We have now proved that for any SU(3) representation, if we pick a highest weight then we get a highest weight subrepresentation. We now need to prove that there is only one irrep with a given highest weight.

Theorem:

Suppose R from SU(3) to G L U and S from SU(3) to G L V are irreducible representations of SU(3) with highest weight \lambda (with respect to some fixed choice of line of irrational slope). Then U is isomorphic to V.

Proof:

Consider the representation R direct sum S on U direct sum V. This is not irreducible as both U and V are subrepresentations. If u in U and v in V are weight vectors with weight lambda then (u,v) in U direct sum V is a weight vector with weight lambda: H_theta (u,v) equals (H_theta u, H_theta v), which equals lambda of theta times (u, v)

Take the highest weight irreducible subrepresentation W inside U direct sum V of R direct sum S generated by (u, v) (coming from the theorem we proved in the previous video).

The projections maps pr_U from W to U and pr_V from W to V are morphisms of representations (exercise!).

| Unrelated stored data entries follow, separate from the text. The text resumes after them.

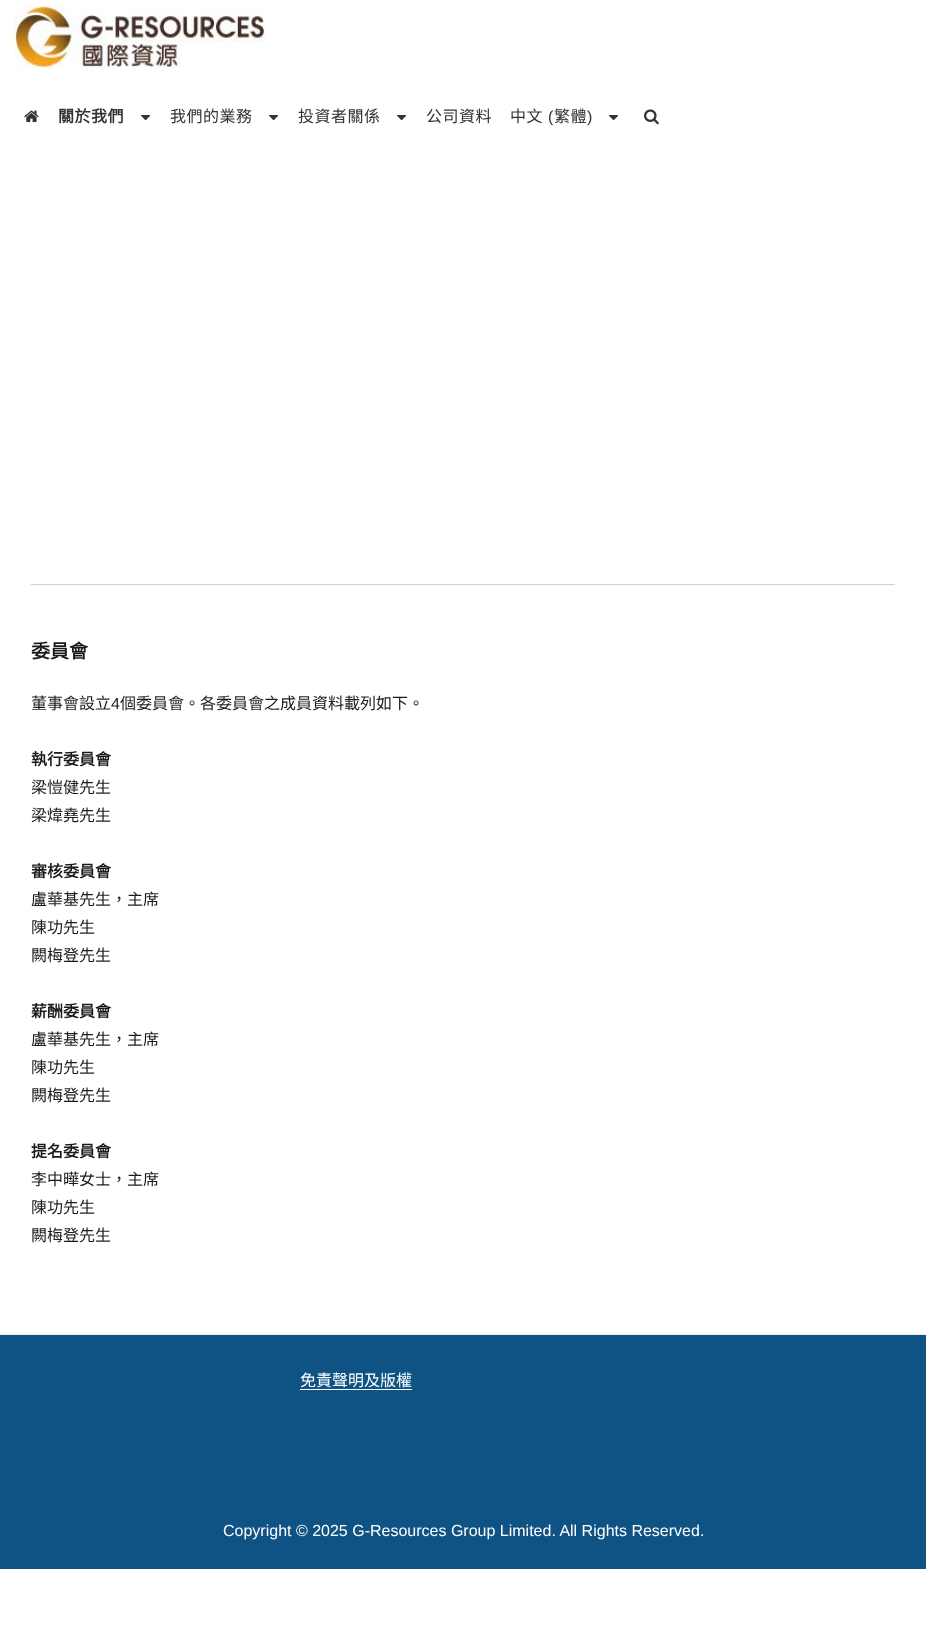 <svg xmlns="http://www.w3.org/2000/svg" width="926" height="1639" viewBox="0 0 926 1639">
  <style>
    .t1 { font: bold 16px Noto Sans CJK HK; letter-spacing: 0.5px; fill: #333; }
    .t2 { font: 16px Noto Sans CJK HK; letter-spacing: 0.5px; fill: #333; }
    .t3 { font: 16px Arimo; letter-spacing: 0.5px; fill: #333; }
    .t4 { font: bold 19px Noto Sans CJK HK; fill: #1a1a1a; }
    .t5 { font: 16px Noto Sans CJK HK; fill: #1a1a1a; }
    .t6 { font: 16px Arimo; fill: #1a1a1a; }
    .t7 { font: bold 16px Noto Sans CJK HK; fill: #1a1a1a; }
    .t8 { font: 16px Noto Sans CJK HK; fill: #fff; }
    .t9 { font: 16px Arimo; fill: #fff; }
  </style>
  <rect width="100%" height="100%" fill="#fff"/>
  <image x="15" y="6" width="250" height="62" href="images/1.png"/>
  <image x="24" y="110" width="15" height="12" href="images/2.png"/>
  <text x="58" y="122" class="t1">關於我們</text>
  <image x="141" y="115" width="10" height="6" href="images/3.png"/>
  <text x="170" y="122" class="t2">我們的業務</text>
  <image x="269" y="115" width="10" height="6" href="images/3.png"/>
  <text x="298" y="122" class="t2">投資者關係</text>
  <image x="397" y="115" width="10" height="6" href="images/3.png"/>
  <text x="426" y="122" class="t2">公司資料</text>
  <text x="510" y="122" class="t2">中文</text>
  <text x="548" y="122" class="t3">(</text>
  <text x="554" y="122" class="t2">繁體</text>
  <text x="587" y="122" class="t3">)</text>
  <image x="609" y="115" width="10" height="6" href="images/3.png"/>
  <image x="644" y="109" width="15" height="16" href="images/4.png"/>
  <rect x="31" y="584" width="864" height="1" fill="#d1d1d1"/>
  <text x="31" y="658" class="t4">委員會</text>
  <text x="31" y="709" class="t5">董事會設立</text>
  <text x="111" y="709" class="t6">4</text>
  <text x="120" y="709" class="t5">個委員會。各委員會之成員資料載列如下。</text>
  <text x="31" y="765" class="t7">執行委員會</text>
  <text x="31" y="793" class="t5">梁愷健先生</text>
  <text x="31" y="821" class="t5">梁煒堯先生</text>
  <text x="31" y="877" class="t7">審核委員會</text>
  <text x="31" y="905" class="t5">盧華基先生，主席</text>
  <text x="31" y="933" class="t5">陳功先生</text>
  <text x="31" y="961" class="t5">闕梅登先生</text>
  <text x="31" y="1017" class="t7">薪酬委員會</text>
  <text x="31" y="1045" class="t5">盧華基先生，主席</text>
  <text x="31" y="1073" class="t5">陳功先生</text>
  <text x="31" y="1101" class="t5">闕梅登先生</text>
  <text x="31" y="1157" class="t7">提名委員會</text>
  <text x="31" y="1185" class="t5">李中曄女士，主席</text>
  <text x="31" y="1213" class="t5">陳功先生</text>
  <text x="31" y="1241" class="t5">闕梅登先生</text>
  <rect x="0" y="1335" width="926" height="234" fill="#0f5284"/>
  <rect x="0" y="1334" width="926" height="1" fill="#eaeaea"/>
  <text x="300" y="1386" class="t8">免責聲明及版權</text>
  <rect x="300" y="1389" width="112" height="1" fill="#fff"/>
  <text x="223" y="1536" class="t9">Copyright © 2025 G-Resources Group Limited. All Rights Reserved.</text>
</svg>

There's a nice fact (Schur's lemma) which says that a morphism of irreducible representations like pr_U from W to U (respectively pr_V from W to V) is either an isomorphism or it's zero. To see this, note that the kernel of a morphism is a subrepresentation of W, and is therefore either 0 or W (because W is irreducible); the morphism is injective if the kernel is zero, and zero if the kernel is everything. Similarly, the image is a subrepresentation of U (respectively V), so is either 0 or U (respectively 0 or V). The morphism is surjective if the image is everything, and zero if the image is zero. The only possibilities are for the morphism to be an isomorphism or to be zero.

But pr_U of (u, v) equals u and pr_V of (u, v) equals v, so neither map is zero. Therefore U is isomorphic to W which is isomorphic to V.